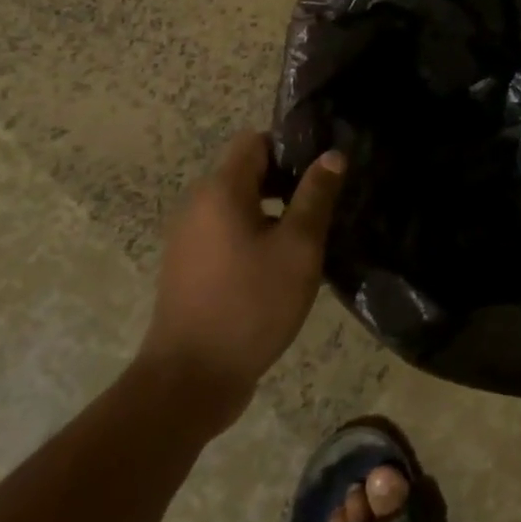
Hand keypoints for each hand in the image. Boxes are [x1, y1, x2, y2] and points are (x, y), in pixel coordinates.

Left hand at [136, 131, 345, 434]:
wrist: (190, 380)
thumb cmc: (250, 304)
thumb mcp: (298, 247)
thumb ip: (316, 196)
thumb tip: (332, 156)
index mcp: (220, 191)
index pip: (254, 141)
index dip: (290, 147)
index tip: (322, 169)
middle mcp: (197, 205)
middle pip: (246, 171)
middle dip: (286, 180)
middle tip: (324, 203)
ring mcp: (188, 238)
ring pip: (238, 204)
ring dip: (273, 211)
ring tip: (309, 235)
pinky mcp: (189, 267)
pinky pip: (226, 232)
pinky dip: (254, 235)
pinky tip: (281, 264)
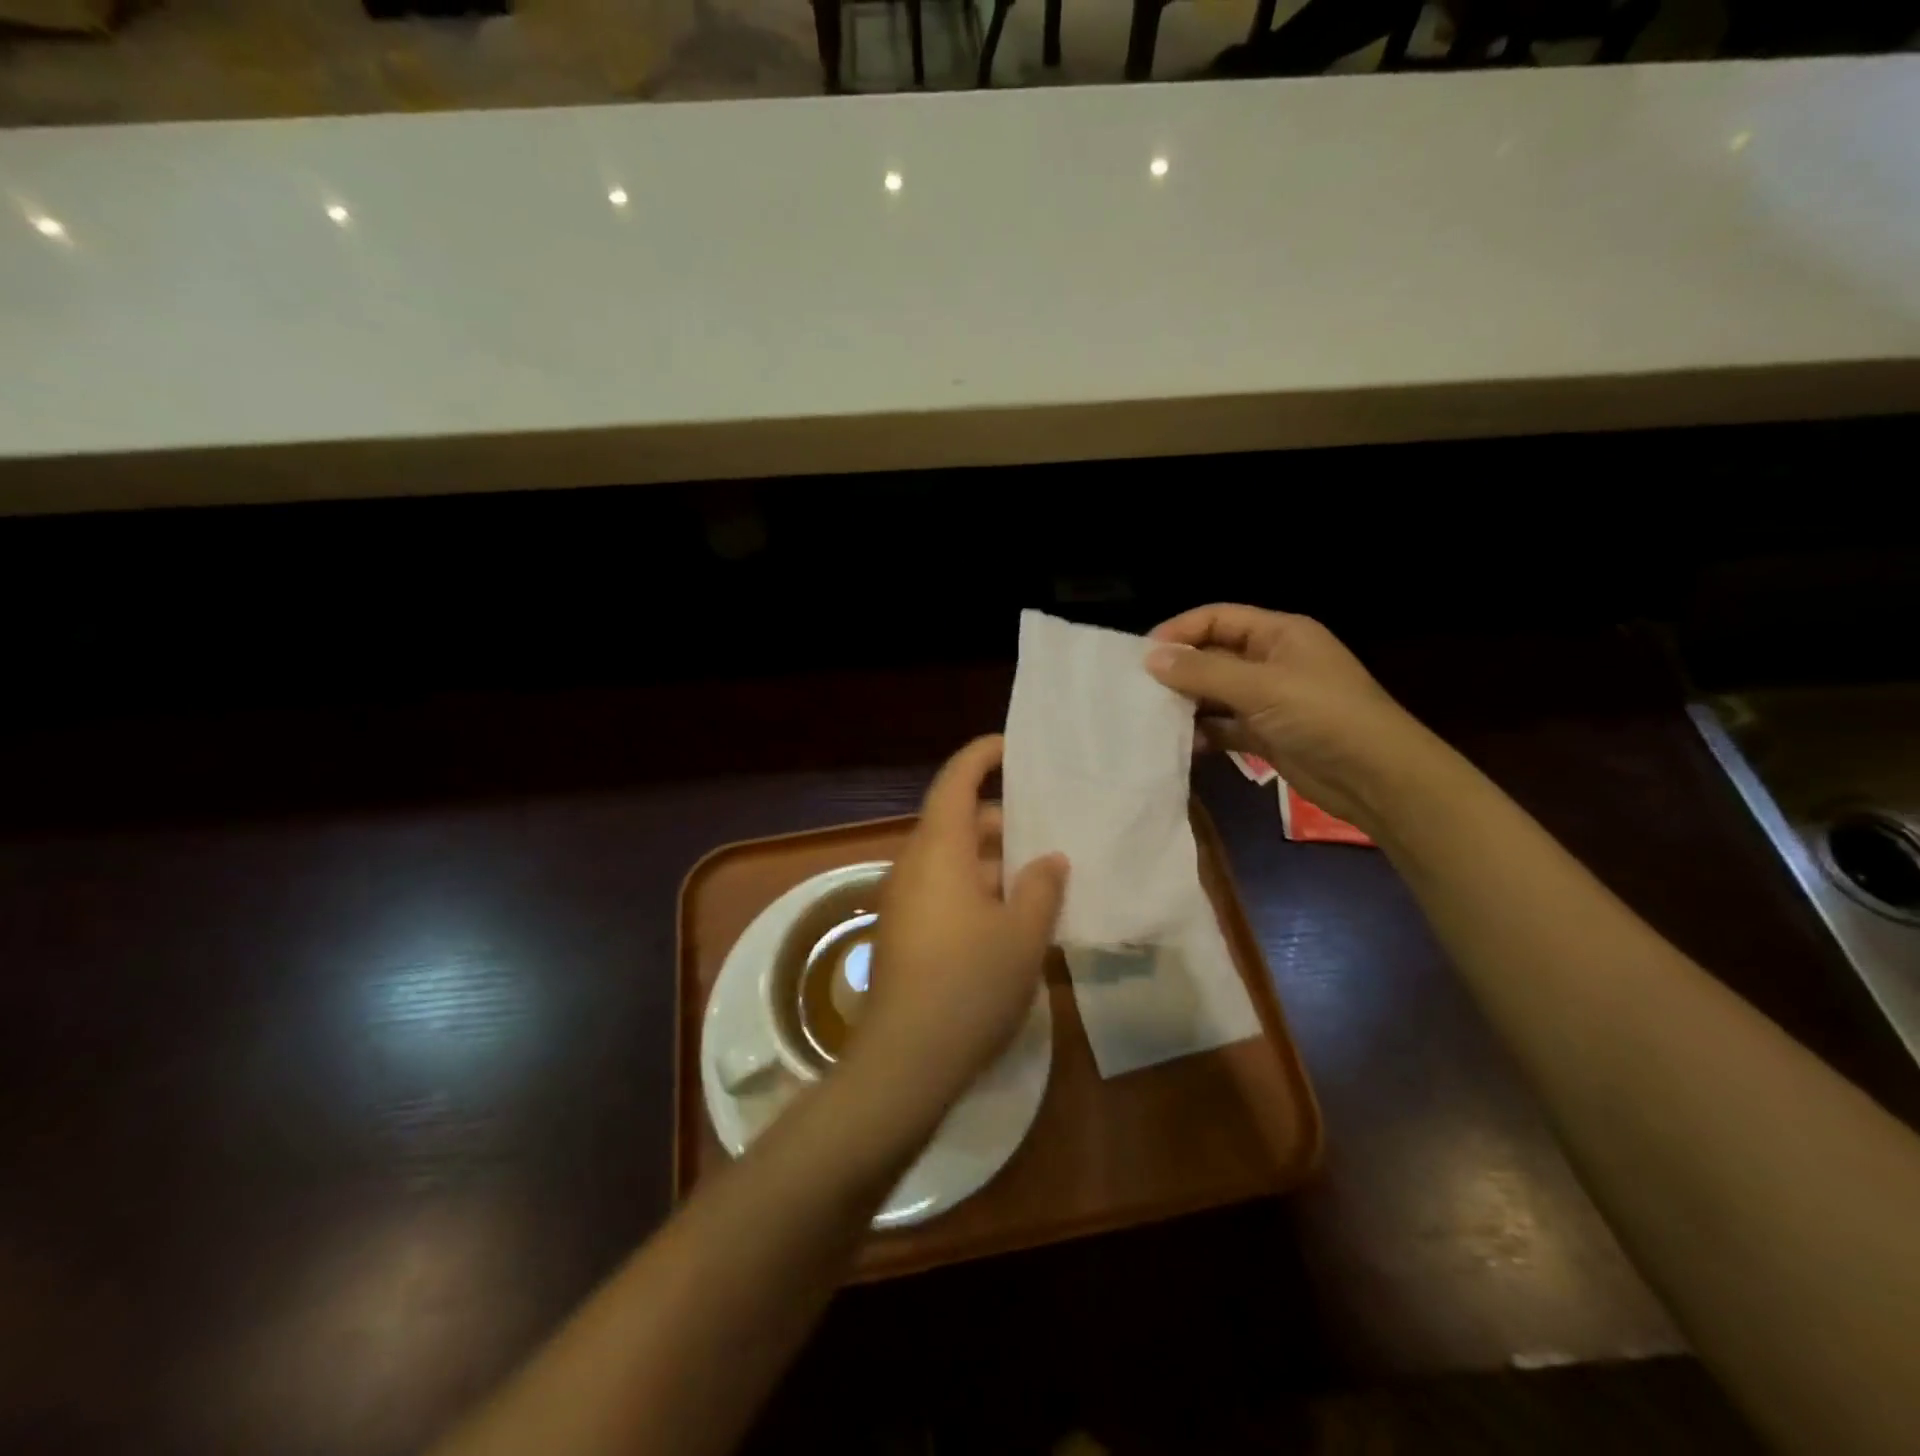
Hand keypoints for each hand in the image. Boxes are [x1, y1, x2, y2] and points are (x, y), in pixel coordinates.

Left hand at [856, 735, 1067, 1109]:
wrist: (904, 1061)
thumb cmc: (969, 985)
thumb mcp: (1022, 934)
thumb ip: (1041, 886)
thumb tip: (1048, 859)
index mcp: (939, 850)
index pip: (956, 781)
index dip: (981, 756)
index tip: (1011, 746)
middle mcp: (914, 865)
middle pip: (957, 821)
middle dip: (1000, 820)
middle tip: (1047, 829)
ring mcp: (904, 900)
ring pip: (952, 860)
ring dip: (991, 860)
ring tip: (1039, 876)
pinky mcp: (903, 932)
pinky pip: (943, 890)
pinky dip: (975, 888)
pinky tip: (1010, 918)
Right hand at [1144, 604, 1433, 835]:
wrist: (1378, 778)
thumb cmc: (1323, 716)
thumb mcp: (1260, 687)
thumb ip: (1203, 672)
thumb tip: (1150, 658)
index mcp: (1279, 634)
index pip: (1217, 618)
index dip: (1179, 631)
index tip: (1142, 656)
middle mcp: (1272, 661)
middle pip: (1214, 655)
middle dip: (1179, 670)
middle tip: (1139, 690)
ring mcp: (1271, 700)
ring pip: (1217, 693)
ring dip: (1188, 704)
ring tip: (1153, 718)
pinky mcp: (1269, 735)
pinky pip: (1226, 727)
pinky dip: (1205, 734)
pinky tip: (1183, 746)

==

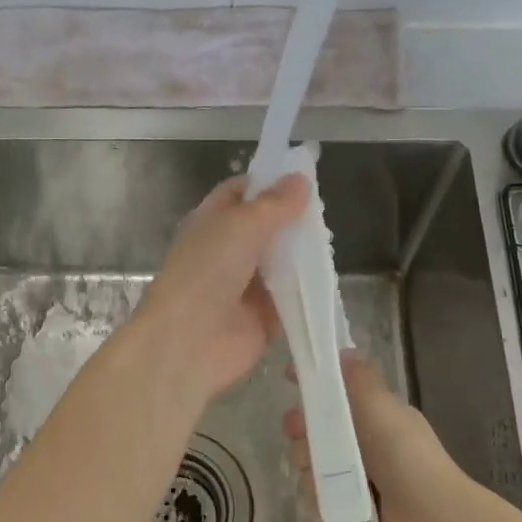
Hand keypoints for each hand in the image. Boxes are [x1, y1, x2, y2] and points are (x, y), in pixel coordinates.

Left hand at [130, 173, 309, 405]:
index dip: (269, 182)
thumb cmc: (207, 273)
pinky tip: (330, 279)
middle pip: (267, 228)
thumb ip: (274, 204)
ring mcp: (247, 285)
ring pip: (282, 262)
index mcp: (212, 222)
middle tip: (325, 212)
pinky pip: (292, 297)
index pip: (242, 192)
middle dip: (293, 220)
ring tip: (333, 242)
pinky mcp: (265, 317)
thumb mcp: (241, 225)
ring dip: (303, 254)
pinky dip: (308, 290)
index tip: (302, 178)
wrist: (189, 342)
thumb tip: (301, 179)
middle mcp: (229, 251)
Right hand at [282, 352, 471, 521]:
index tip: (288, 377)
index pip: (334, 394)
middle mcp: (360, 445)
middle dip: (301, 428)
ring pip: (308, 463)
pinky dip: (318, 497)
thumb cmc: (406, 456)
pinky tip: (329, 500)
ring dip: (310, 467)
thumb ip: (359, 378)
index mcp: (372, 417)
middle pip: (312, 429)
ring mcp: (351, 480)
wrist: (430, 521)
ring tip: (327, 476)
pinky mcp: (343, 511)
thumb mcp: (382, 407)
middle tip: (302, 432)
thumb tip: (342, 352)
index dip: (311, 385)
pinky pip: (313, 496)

> WORK ITEM
Return word for word the lines above from the line with "ring dip: (1188, 704)" to the line with "pinky tip: (1183, 746)", including both and leaving out all others.

> RESPONSE AREA
ring dip: (1188, 704)
ring tip: (1153, 718)
pinky mcp: (1269, 735)
pinky pip: (1226, 727)
pinky dip: (1205, 734)
pinky tip: (1183, 746)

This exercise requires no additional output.